The situation was never so dire and hopeless as it is today. We have learnt to live with terror. India has faced more terror attacks than any other country in the world during peacetime. Apart from conflict zones in West Asia, no other democracy in the world has been a target of premeditated and organised terror attack of this kind for so long and in such regular interval. For the last 25 years we are living with terror. To begin with it was concentrated in a few states. It was confined to few identified grievance segments and their mischief was limited to few select pockets. But in the last decade terrorism has acquired a monstrous dimension and it is no more characterised as cross-border conspiracy. Till 2004, every single terror attack culprit was nabbed and put to justice.

Over a period, the security apparatus also gained a lot of experience in fighting terror, at least in containing its damage potential. But now all this appears to be a comment on the past.

In the last four years there were more attacks than ever before and very few arrests and almost nil convictions. Not a single terror attack in the last four years has been fully solved and the culprits brought to book. Over 3500 Indians have lost their lives, more than double that number have become handicapped for life, thousands of families have gone bankrupt, lost their hopes of survival. Equal number of children are orphaned, billions worth of property have turned to ashes in these attacks. In Surat 23 unexploded bombs were unearthed. From other parts in the last fortnight alone another dozen bombs were defused. What does all this prove? That India has become a soft target? That the security forces are clueless and are groping in the dark?

These attacks are the handiwork of a highly motivated, hugely funded and technically sophisticated network or groups of network involving thousands of people. But very few arrests have been made. No concrete evidence leading to the assailants is available. And the pattern has been that after a few weeks the authorities have abandoned even the pretence of pursuing the cases. This has been the record be it in Lucknow, Varanasi, Delhi, Hyderabad, Mumbai, Malegaon, Jaipur or Bangalore. The security forces are proving either leaderless or lethargic. Earlier there was the practice of detailed combing operations in the areas of suspicion to nab the criminals.

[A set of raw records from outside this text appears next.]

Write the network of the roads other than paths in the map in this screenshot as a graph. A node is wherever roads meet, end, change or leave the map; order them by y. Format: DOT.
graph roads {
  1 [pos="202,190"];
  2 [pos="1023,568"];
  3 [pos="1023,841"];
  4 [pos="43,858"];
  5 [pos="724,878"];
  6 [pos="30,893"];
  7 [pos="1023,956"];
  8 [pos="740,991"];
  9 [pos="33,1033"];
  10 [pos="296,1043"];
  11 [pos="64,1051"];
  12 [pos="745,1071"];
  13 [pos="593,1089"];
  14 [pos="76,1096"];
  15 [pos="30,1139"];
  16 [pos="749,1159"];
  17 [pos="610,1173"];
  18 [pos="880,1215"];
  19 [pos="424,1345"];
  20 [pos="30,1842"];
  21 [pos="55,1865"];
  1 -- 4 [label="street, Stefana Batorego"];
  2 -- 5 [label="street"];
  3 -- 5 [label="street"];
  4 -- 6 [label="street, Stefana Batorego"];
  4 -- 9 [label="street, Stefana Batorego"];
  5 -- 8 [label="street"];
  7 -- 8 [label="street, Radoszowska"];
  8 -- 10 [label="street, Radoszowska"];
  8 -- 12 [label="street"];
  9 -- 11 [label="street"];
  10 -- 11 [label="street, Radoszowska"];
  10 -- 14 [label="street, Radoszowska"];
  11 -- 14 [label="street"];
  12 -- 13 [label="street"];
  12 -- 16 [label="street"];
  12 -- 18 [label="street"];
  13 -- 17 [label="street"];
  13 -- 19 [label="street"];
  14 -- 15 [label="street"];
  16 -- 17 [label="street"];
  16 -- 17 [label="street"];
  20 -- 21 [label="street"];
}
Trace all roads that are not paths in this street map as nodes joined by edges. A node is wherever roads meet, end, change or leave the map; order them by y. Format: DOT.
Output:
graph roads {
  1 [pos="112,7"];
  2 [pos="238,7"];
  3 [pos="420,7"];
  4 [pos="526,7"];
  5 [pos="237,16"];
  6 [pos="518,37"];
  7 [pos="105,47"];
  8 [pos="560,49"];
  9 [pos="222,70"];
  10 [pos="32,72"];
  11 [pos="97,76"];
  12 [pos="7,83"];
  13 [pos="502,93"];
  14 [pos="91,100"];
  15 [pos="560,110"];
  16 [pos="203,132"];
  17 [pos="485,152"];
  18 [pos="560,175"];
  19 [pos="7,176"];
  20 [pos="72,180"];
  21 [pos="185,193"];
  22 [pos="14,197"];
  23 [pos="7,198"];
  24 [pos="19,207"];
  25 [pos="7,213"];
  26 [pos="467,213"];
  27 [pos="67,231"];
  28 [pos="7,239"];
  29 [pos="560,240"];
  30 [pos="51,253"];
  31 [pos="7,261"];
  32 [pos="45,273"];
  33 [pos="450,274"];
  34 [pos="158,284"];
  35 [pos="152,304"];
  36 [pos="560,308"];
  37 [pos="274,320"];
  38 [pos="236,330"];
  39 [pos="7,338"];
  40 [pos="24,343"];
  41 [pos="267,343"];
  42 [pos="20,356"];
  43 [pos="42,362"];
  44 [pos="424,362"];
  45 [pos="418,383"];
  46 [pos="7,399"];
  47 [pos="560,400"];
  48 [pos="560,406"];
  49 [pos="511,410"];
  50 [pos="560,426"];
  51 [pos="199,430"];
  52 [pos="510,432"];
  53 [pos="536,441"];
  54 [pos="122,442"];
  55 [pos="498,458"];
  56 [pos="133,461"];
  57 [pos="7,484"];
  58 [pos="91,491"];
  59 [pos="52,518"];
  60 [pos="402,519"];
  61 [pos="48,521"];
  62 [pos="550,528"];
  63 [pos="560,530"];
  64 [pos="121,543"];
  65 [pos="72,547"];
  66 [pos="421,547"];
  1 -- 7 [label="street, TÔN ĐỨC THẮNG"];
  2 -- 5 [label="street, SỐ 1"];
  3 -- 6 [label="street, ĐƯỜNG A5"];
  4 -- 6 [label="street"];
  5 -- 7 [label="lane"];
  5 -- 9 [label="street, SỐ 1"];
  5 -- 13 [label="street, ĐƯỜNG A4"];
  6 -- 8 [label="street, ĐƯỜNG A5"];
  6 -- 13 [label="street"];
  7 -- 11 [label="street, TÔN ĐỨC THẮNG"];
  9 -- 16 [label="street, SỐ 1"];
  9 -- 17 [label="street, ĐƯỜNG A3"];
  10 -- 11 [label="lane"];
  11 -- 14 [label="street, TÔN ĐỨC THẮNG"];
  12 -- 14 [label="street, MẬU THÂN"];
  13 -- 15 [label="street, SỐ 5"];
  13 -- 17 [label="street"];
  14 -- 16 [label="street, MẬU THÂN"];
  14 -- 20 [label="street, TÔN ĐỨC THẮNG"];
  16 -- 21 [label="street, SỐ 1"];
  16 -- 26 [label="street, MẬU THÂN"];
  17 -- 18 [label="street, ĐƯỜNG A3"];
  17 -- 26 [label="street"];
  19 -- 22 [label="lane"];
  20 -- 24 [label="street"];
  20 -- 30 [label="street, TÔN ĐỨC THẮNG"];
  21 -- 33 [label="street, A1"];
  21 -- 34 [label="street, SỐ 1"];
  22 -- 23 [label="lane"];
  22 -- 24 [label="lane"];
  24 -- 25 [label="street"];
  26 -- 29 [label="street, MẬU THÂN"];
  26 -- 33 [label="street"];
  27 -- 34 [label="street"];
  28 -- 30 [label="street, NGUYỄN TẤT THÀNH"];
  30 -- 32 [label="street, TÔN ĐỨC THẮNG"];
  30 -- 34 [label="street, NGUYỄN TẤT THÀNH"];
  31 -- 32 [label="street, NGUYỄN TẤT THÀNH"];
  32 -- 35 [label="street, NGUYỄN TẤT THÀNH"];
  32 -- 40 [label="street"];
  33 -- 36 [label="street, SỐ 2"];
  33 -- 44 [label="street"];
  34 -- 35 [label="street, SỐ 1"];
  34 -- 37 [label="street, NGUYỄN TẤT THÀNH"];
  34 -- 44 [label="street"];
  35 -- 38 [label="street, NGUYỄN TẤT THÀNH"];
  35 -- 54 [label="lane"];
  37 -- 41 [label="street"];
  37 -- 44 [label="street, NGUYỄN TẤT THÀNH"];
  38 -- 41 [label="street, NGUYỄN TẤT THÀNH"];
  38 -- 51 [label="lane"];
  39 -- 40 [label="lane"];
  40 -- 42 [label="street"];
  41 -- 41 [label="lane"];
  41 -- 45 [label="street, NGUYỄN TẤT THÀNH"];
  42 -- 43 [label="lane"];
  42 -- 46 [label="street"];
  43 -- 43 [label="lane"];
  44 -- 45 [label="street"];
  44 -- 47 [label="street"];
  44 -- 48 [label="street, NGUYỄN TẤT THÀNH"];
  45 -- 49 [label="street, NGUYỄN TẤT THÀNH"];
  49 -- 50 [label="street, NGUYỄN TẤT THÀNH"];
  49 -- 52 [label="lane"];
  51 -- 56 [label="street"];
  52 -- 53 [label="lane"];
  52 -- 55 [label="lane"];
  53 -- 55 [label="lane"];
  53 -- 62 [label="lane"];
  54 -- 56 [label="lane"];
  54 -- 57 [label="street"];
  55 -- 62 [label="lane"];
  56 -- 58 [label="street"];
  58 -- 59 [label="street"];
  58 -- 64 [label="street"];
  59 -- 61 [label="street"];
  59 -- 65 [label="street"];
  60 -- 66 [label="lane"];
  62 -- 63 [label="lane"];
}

Now because of the fear of communal backlash this practice has been abandoned. The terrorists have a political face and an articulate political voice in India. They have more support in the media than the voices of nationalism and sanity. They enjoy political patronage and pampering from the ruling UPA, which has communalised terror investigations, cosseted communal elements in the minority community and made the repeal of POTA an act of goodwill towards the Muslims. Any determined action on the part of the police to unravel the plot behind terror attack was frustrated in the name of not harassing the minority community. Not only that. They have even offered justification for every terror attack either on post-Godhra riots or Ayodhya demolition or the offensive cartoon elsewhere. All this has shattered the confidence of the security forces. There is no political will or leadership to tackle the menace.

The response of other democracies to Muslim terror should be a lesson for India. Countries like UK, USA, Russia and Israel have also been victims of terror. But they confronted the challenge differently. That is why there were very few recurrences in those countries. Modi has shown a resolve which few other politicians have shown. If one case is conclusively solved, all others will fall in place. And will offer some hope for future.